= Abel Godard =

American politician

Abel Godard (June 26, 1835 in Richville, St. Lawrence County, New York – July 25, 1891) was an American lawyer, Union Army officer, manufacturer, banker and politician from New York.

==Life==
He was the son of Assemblyman Harlow Godard (1804–1896) and Mary Ann (Rich) Godard (1804–1889). He graduated from University of Rochester in 1859, and from Albany Law School in 1861. He married Helen M. Herring (1838–1910), and they had three children.

He fought with the 60th Regiment of New York Volunteers in the American Civil War, taking part in the battles of Antietam, Gettysburg, Lookout Mountain, Ringgold Gap, Resaca, Dallas and Peachtree Creek.

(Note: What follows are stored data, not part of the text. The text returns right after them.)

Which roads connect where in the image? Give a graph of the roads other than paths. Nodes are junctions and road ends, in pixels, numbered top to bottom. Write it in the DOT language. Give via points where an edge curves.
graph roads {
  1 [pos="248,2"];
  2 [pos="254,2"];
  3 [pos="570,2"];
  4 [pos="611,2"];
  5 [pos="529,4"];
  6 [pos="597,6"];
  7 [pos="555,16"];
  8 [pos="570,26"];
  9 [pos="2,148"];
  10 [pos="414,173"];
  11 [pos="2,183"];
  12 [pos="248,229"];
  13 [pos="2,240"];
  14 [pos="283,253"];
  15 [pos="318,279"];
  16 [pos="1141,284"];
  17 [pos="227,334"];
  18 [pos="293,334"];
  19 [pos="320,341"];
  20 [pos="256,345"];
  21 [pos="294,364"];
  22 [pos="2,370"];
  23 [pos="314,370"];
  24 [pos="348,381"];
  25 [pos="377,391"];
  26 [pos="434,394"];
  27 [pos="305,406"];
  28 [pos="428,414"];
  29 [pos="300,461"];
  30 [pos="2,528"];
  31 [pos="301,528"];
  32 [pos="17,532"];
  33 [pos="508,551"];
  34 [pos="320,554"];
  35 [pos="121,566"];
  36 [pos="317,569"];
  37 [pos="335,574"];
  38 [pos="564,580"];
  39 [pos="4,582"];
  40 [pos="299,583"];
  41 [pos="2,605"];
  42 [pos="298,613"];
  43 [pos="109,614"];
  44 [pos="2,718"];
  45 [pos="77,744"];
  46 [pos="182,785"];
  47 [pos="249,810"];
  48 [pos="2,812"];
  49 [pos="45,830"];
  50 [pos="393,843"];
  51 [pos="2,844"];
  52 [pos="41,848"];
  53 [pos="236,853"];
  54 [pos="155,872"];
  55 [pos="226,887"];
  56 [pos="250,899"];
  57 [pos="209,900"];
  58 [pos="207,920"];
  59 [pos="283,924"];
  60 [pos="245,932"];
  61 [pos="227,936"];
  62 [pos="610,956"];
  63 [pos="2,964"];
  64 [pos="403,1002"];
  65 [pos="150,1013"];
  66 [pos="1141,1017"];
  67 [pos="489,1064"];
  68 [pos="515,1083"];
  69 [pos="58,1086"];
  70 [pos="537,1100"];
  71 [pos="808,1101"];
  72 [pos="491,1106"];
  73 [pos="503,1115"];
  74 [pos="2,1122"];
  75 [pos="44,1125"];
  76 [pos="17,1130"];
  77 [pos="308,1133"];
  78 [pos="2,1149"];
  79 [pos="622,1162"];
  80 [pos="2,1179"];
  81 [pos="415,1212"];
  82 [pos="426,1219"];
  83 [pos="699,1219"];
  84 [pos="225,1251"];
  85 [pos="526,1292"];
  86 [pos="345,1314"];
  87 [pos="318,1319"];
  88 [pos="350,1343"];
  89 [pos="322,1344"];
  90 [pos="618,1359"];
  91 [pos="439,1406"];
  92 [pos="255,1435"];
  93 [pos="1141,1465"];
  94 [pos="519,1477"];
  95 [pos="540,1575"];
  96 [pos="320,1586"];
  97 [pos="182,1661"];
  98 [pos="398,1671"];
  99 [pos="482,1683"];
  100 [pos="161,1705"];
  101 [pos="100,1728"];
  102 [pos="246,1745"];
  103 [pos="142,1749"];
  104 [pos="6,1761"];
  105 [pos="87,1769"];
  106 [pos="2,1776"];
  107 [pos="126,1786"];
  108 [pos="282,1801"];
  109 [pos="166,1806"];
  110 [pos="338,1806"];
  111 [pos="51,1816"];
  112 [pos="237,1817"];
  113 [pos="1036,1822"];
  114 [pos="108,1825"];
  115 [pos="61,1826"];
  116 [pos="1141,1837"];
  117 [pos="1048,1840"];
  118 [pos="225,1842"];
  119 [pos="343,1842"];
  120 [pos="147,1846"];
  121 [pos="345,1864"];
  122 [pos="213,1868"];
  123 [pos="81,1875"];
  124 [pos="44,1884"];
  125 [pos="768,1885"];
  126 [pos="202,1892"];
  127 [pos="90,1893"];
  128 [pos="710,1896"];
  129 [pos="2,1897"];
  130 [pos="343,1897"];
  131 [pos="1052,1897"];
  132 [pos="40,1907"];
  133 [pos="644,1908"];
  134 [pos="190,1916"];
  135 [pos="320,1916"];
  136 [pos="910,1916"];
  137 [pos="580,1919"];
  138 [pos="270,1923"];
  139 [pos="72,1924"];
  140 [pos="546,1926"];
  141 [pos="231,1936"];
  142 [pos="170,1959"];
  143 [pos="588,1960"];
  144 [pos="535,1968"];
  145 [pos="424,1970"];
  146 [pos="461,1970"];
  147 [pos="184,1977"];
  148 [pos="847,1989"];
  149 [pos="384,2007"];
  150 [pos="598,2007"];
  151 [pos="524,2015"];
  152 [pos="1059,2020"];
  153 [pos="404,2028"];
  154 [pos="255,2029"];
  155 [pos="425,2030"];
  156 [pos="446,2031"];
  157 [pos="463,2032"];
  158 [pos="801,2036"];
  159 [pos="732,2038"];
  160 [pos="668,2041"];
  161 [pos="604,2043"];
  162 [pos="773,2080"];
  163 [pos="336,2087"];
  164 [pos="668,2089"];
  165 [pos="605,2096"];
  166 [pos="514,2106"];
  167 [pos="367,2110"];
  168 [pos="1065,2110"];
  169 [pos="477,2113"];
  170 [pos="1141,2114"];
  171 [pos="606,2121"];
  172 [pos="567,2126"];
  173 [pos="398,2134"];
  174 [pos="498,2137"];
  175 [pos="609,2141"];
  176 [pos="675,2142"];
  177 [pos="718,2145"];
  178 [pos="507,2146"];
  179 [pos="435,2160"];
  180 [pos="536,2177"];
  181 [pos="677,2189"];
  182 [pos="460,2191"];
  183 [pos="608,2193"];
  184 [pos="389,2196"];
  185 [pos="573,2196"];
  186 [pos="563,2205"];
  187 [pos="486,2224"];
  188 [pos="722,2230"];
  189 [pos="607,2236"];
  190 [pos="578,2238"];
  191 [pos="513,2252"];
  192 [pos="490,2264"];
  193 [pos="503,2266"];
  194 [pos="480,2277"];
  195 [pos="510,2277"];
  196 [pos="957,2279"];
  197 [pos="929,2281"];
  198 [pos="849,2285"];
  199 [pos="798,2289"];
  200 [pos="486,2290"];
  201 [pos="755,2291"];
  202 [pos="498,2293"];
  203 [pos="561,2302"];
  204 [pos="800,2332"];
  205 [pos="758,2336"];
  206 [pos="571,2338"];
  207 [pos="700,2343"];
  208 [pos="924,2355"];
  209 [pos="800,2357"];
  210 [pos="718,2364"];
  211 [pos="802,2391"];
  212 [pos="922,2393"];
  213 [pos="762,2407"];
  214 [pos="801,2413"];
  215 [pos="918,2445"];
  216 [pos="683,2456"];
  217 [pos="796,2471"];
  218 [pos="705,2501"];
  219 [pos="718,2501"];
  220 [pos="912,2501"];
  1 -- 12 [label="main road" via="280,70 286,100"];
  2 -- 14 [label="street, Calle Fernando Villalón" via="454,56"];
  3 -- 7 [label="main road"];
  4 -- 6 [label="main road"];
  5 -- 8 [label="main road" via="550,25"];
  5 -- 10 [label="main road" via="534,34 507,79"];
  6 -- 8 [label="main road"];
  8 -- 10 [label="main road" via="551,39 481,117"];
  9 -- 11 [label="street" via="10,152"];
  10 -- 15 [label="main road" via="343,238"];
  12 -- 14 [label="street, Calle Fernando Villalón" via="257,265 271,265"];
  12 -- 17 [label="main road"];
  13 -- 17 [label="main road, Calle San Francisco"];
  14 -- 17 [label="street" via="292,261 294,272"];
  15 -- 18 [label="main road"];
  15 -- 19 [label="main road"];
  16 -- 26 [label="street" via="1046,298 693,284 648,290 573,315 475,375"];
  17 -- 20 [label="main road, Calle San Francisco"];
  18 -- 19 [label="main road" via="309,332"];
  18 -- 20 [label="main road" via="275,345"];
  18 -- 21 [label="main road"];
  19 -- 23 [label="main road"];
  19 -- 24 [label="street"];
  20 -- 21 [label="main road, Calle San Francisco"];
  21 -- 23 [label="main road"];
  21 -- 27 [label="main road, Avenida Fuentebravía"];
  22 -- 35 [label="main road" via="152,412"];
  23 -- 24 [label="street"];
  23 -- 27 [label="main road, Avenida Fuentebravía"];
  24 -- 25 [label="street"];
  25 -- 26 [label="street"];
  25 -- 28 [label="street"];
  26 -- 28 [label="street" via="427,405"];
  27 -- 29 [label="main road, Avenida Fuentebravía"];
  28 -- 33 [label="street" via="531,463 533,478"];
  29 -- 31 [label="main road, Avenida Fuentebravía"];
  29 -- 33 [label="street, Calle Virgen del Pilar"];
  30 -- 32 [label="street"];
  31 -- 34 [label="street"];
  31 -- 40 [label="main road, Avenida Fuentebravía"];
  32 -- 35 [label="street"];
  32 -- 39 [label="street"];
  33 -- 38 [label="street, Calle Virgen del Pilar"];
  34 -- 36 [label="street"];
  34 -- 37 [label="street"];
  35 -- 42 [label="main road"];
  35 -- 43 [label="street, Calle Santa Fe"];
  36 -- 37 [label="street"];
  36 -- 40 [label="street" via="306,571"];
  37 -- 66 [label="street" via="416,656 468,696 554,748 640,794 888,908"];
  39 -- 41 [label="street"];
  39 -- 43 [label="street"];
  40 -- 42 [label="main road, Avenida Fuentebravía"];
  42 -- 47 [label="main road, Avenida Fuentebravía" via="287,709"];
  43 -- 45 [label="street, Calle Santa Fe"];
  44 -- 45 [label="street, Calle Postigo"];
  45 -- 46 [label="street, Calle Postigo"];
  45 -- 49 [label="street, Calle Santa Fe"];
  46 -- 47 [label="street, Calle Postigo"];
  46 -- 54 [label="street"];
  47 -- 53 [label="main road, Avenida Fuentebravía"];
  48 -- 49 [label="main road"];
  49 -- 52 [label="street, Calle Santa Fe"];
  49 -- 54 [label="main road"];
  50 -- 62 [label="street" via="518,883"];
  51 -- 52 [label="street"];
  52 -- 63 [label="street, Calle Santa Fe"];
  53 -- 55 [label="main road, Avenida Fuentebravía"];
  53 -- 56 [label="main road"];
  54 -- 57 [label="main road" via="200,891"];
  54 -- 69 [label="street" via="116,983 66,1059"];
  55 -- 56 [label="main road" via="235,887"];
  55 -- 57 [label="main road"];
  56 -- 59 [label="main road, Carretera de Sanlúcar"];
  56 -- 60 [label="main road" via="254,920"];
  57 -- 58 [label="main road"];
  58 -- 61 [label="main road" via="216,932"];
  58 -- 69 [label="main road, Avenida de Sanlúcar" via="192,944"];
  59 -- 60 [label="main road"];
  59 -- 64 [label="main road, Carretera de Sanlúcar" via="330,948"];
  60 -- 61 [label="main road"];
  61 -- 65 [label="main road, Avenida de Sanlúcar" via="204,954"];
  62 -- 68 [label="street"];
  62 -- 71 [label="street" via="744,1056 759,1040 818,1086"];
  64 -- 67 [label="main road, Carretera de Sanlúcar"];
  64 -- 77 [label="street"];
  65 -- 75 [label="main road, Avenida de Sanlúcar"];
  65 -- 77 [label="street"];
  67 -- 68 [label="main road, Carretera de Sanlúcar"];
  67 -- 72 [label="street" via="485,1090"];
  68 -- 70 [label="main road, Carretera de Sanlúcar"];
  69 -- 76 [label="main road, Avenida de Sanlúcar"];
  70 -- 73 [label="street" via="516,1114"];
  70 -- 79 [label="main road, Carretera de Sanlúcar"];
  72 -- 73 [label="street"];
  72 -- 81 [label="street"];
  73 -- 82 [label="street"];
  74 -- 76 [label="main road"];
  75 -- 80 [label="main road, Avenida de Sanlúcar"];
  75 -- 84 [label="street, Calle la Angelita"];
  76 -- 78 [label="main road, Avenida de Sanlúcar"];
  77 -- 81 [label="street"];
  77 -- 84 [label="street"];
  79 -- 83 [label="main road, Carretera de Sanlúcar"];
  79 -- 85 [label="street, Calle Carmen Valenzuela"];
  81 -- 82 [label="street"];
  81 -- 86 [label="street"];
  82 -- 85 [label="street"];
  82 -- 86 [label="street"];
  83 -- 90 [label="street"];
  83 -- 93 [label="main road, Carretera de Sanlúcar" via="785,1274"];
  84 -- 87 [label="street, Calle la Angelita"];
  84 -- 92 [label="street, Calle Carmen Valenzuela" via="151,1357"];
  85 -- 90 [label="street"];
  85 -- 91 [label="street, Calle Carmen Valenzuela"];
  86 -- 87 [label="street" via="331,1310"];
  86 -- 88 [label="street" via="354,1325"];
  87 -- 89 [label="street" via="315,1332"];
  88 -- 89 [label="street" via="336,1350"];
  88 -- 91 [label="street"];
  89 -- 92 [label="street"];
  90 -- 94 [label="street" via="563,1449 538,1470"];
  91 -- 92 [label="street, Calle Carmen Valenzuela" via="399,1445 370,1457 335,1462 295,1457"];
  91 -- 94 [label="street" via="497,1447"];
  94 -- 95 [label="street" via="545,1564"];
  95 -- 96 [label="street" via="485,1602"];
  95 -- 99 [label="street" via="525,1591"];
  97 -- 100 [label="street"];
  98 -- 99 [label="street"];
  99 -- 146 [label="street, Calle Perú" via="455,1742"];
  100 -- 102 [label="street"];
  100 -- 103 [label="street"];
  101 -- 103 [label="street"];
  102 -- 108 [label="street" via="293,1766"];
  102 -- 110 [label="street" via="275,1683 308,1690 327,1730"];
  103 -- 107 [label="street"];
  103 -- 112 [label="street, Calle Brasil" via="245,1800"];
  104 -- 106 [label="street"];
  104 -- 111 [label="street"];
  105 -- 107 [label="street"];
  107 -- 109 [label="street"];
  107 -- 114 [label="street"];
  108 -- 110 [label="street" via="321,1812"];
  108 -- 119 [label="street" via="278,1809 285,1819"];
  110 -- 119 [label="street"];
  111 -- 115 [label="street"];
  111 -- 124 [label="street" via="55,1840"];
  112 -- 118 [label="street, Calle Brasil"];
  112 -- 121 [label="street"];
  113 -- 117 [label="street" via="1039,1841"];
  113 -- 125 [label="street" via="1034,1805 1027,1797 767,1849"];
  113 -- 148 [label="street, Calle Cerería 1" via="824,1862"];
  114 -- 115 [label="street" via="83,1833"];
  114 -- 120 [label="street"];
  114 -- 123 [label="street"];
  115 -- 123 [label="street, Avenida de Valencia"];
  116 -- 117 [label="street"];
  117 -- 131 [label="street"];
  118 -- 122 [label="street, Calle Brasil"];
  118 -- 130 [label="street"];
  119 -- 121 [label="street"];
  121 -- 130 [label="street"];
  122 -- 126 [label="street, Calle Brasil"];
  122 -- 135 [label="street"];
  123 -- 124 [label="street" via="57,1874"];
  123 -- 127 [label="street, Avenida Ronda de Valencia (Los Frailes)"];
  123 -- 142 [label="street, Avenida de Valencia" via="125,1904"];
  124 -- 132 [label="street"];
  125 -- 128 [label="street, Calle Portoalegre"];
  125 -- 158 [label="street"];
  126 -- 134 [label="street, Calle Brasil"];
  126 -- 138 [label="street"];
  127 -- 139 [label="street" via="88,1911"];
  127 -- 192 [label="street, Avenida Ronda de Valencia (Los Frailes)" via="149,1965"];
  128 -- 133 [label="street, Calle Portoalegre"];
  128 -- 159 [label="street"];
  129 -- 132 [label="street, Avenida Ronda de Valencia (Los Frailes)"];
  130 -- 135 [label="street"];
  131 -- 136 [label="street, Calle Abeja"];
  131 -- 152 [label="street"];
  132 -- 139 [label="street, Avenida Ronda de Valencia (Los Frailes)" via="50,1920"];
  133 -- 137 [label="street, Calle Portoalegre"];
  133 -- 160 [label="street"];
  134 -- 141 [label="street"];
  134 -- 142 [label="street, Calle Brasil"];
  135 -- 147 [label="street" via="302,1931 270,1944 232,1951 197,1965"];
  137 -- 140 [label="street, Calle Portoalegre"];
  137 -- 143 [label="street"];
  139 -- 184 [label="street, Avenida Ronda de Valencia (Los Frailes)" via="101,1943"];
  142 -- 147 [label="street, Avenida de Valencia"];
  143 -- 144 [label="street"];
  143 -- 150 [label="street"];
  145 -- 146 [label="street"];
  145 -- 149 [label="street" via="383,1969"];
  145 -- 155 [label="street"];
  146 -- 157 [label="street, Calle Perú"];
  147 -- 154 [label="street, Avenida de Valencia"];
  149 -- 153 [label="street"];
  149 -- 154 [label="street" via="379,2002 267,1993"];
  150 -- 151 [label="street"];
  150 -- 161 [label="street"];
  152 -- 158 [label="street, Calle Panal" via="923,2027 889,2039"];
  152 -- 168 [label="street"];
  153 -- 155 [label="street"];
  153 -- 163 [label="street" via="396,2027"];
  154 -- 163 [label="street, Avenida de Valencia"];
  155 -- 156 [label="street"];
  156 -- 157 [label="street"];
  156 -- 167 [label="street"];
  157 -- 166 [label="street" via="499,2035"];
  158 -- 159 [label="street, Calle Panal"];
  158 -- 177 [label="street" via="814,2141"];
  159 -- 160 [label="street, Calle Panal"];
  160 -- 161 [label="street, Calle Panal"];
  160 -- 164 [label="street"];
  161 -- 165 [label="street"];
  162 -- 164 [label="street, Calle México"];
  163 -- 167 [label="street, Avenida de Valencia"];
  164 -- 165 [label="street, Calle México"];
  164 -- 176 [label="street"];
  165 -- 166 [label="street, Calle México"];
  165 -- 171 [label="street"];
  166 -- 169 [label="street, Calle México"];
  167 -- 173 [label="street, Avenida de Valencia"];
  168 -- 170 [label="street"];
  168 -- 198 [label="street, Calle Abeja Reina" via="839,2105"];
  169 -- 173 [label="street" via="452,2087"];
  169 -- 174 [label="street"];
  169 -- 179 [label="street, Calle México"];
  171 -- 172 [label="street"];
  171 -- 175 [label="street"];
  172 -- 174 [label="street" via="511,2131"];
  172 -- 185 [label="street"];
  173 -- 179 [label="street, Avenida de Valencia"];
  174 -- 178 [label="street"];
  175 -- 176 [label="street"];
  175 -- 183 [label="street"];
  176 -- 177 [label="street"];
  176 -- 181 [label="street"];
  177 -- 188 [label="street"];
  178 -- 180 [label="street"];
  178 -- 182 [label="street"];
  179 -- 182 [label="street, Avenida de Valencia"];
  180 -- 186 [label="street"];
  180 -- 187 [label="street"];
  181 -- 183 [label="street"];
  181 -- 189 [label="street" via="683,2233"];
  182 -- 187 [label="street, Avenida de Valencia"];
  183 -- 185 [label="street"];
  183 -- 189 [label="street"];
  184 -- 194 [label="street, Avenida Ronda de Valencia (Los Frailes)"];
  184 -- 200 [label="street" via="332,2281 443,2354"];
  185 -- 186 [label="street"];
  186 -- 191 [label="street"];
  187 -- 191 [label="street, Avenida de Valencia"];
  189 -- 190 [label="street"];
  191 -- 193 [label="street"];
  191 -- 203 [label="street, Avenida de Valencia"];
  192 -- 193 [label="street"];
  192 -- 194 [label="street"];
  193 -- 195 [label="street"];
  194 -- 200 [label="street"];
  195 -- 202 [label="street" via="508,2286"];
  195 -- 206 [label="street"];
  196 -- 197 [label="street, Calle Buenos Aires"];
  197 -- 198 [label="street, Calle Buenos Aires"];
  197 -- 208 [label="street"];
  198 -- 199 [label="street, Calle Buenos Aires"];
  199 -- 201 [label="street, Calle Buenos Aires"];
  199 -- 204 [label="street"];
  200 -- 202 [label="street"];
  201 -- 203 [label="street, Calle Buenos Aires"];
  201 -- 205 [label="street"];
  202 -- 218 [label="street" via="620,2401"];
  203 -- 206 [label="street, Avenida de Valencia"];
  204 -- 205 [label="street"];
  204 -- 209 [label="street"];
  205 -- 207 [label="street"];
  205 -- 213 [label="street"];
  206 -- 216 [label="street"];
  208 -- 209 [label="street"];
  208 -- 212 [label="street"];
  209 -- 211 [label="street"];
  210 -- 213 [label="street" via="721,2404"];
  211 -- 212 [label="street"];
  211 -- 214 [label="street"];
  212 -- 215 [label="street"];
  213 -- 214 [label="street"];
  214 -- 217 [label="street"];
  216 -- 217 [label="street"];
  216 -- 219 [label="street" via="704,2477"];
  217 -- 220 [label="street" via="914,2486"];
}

He was honorably discharged as a colonel in September 1864.

He Supervisor of the Town of De Kalb; and a member of the New York State Senate (17th D.) in 1866 and 1867.

He was again Supervisor of the Town of De Kalb from 1879 to 1881; and a member of the New York State Assembly (St. Lawrence County, 1st D.) in 1882 and 1883.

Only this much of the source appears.